Tamar Christina 04:07 on August 9, 2010
Tags: linkedin ( 5 )

QuickInfo

Visual studio has this ability to show information about symbols when you hover over them, this feature is called “QuickInfo”

This essentially means that you can hover over a symbol like “fmap” and it would tell you, fmap :: forall a b (f :: * -> *). (Functor f) => (a -> b) -> f a -> f b and that it’s defined in GHC.Base

in ghci this would be equivalent to typing :i fmap which would result in the following output

class Functor f where
fmap :: (a -> b) -> f a -> f b
…
— Defined in GHC.Base

Whenever the user hovers over a symbol in visual studio, the IDE will call a method

public void AugmentQuickInfoSession(IQuickInfoSession session, IList<object> qiContent, out ITrackingSpan applicableToSpan)

I use the information given to me to construct two things

The word the user is hovering on
The exact location within the source file of that word

This information is used to find the correct Name value in the Haskell Renamed AST. The problem is we can’t construct name values, so we have to look them up. This is provided with the help of a typeclass

class Finder a where
findName :: MonadPlus m => a -> FastString -> Maybe SrcSpan -> m Name

The monad used determines how many results you receive. Use a Maybe monad and you’ll get just 1. use a List monad and you’ll get more than one, but only if you don’t specify a specific source span to look for (wildcard match on name alone).

However we should never enter the PostTcType types inside the renamed AST. These are invalid at this stage. Unfortunately SYB’s listify does not provide a way to tell it not to enter a specific type.

So we create a modified version of those SYB calls:

data Guard where
Guard :: Typeable a => Maybe a -> Guard

type HList = [Guard]

— | Summarise all nodes in top-down, left-to-right order
everythingBut :: (r -> r -> r) -> HList -> GenericQ r -> GenericQ r
everythingBut k q f x
= foldl k (f x) fsp
    where fsp = case isPost x q of
                  True -> []
                  False -> gmapQ (everythingBut k q f) x

isPost :: Typeable a => a -> HList -> Bool
isPost a = or . map check
where check :: Guard -> Bool
       check x = case x of
                   Guard y -> isJust $ (cast a) `asTypeOf` y

— | Get a list of all entities that meet a predicate
listifyBut :: Typeable r => (r -> Bool) -> HList -> GenericQ [r]
listifyBut p q
= everythingBut (++) q ([] `mkQ` (\x -> if p x then [x] else []))

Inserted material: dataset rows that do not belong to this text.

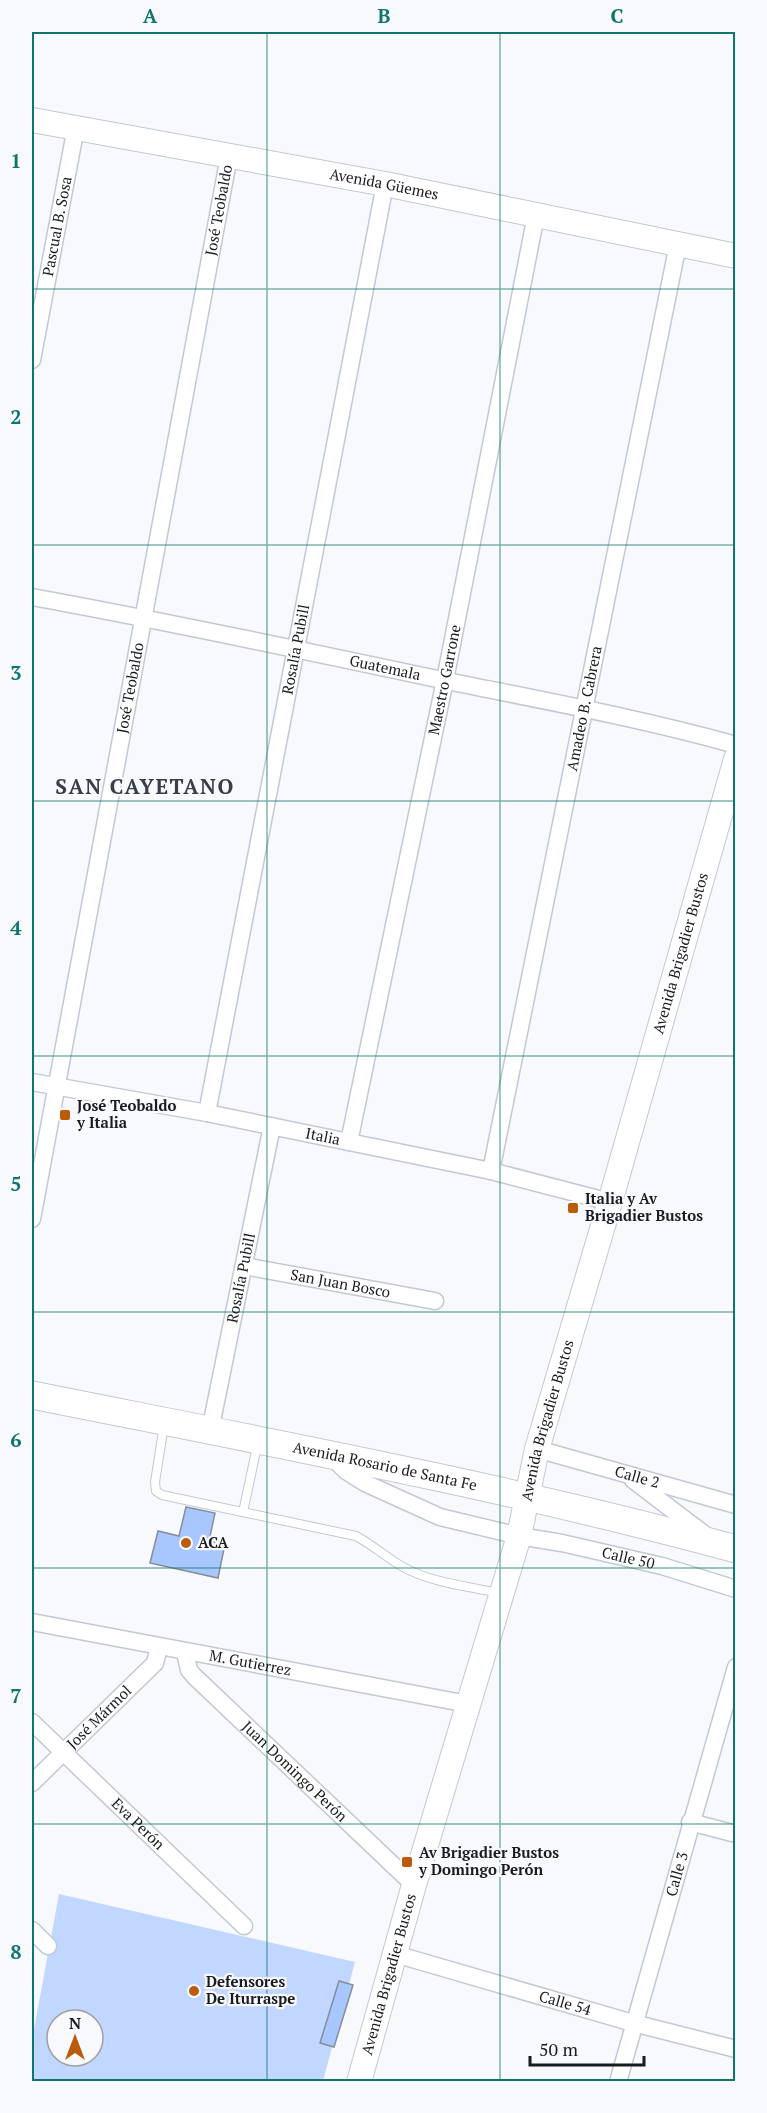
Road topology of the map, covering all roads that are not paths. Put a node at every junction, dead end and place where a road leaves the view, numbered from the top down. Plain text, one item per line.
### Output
1 (32, 120) edge
2 (76, 127) junction
3 (229, 156) junction
4 (385, 184) junction
5 (536, 215) junction
6 (678, 244) junction
7 (735, 256) edge
8 (32, 360) edge
9 (32, 597) edge
10 (143, 618) junction
11 (296, 649) junction
12 (445, 680) junction
13 (585, 708) junction
14 (735, 745) edge
15 (735, 759) edge
16 (32, 1082) edge
17 (56, 1086) junction
18 (207, 1113) junction
19 (272, 1126) junction
20 (349, 1142) junction
21 (491, 1171) junction
22 (610, 1202) junction
23 (32, 1219) edge
24 (244, 1266) junction
25 (435, 1301) dead end
26 (32, 1395) edge
27 (165, 1422) junction
28 (210, 1431) junction
29 (259, 1441) junction
30 (537, 1449) junction
31 (332, 1456) junction
32 (623, 1473) junction
33 (527, 1497) junction
34 (735, 1505) edge
35 (243, 1512) junction
36 (519, 1536) junction
37 (727, 1546) edge
38 (735, 1589) edge
39 (501, 1593) junction
40 (32, 1622) edge
41 (159, 1647) junction
42 (185, 1652) junction
43 (735, 1667) edge
44 (468, 1704) junction
45 (32, 1722) edge
46 (63, 1752) junction
47 (32, 1783) edge
48 (690, 1822) junction
49 (735, 1834) edge
50 (414, 1885) junction
51 (244, 1926) dead end
52 (32, 1930) edge
53 (48, 1946) dead end
54 (395, 1954) junction
55 (633, 2023) junction
56 (735, 2049) edge
57 (359, 2082) edge
58 (618, 2082) edge

1 - 2 street, Avenida Güemes
2 - 3 street, Avenida Güemes
2 - 8 street, Pascual B. Sosa
3 - 4 street, Avenida Güemes
3 - 10 street, José Teobaldo
4 - 5 street, Avenida Güemes
4 - 11 street, Rosalía Pubill
5 - 6 street, Avenida Güemes
5 - 12 street, Maestro Garrone
6 - 7 street, Avenida Güemes
6 - 13 street, Amadeo B. Cabrera
9 - 10 street, Guatemala
10 - 11 street, Guatemala
10 - 17 street, José Teobaldo
11 - 12 street, Guatemala
11 - 18 street, Rosalía Pubill
12 - 13 street, Guatemala
12 - 20 street, Maestro Garrone
13 - 14 street, Guatemala
13 - 21 street, Amadeo B. Cabrera
15 - 22 street, Avenida Brigadier Bustos
16 - 17 street, Italia
17 - 18 street, Italia
17 - 23 street, José Teobaldo
18 - 19 street, Italia
19 - 20 street, Italia
19 - 24 street, Rosalía Pubill
20 - 21 street, Italia
21 - 22 street, Italia
22 - 30 street, Avenida Brigadier Bustos
24 - 25 street, San Juan Bosco
24 - 28 street, Rosalía Pubill
26 - 27 main road, Avenida Rosario de Santa Fe
27 - 28 main road, Avenida Rosario de Santa Fe
27 - 35 lane
28 - 29 main road, Avenida Rosario de Santa Fe
29 - 31 main road, Avenida Rosario de Santa Fe
29 - 35 lane
30 - 32 street, Calle 2
30 - 33 street, Avenida Brigadier Bustos
31 - 33 main road, Avenida Rosario de Santa Fe
31 - 36 street, Calle 50
32 - 34 street, Calle 2
32 - 37 street
33 - 36 street, Avenida Brigadier Bustos
33 - 37 main road, Avenida Rosario de Santa Fe
35 - 39 lane
36 - 38 street, Calle 50
36 - 39 street, Avenida Brigadier Bustos
39 - 44 street, Avenida Brigadier Bustos
40 - 41 street, M. Gutierrez
41 - 42 street, M. Gutierrez
41 - 46 street, José Mármol
42 - 44 street, M. Gutierrez
42 - 50 street, Juan Domingo Perón
43 - 48 street, Calle 3
44 - 50 street, Avenida Brigadier Bustos
45 - 46 street, Eva Perón
46 - 47 street, José Mármol
46 - 51 street, Eva Perón
48 - 49 street
48 - 55 street, Calle 3
50 - 54 street, Avenida Brigadier Bustos
52 - 53 street
54 - 55 street, Calle 54
54 - 57 street, Avenida Brigadier Bustos
55 - 56 street, Calle 54
55 - 58 street, Calle 3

Now listify takes a HList of types not to inspect. HList is a Heterogeneous list, so it’ll allow things of different types inside it. Finding the Name is now as simple as:

instance Finder (HsGroup Name) where
findName grp a b = findName (listifyBut (isName a b) [Guard (undefined :: Maybe PostTcType)] grp) a b

once we have the names, we can just call getInfo. Nothing else is needed because remember that all API calls have a Context as argument, for instance the full type of the tooltip function is:

— @@ Export
— | Gather information about the identifier you requested
–   .
–   Context: The session for this call, Serves as a cache
–   .
–   String : The name of the identifier to lookup
–   .
–   SrcSpan: The location of the identifier in the sourcefile
–   .
–   Bool   : Whether to treat this call as a strict one. If it’s strict
–            Then the name AND span must match. If it’s not, Any match will do
–   .
getTooltip :: Context -> String -> SrcSpan -> Bool -> IO (Maybe String)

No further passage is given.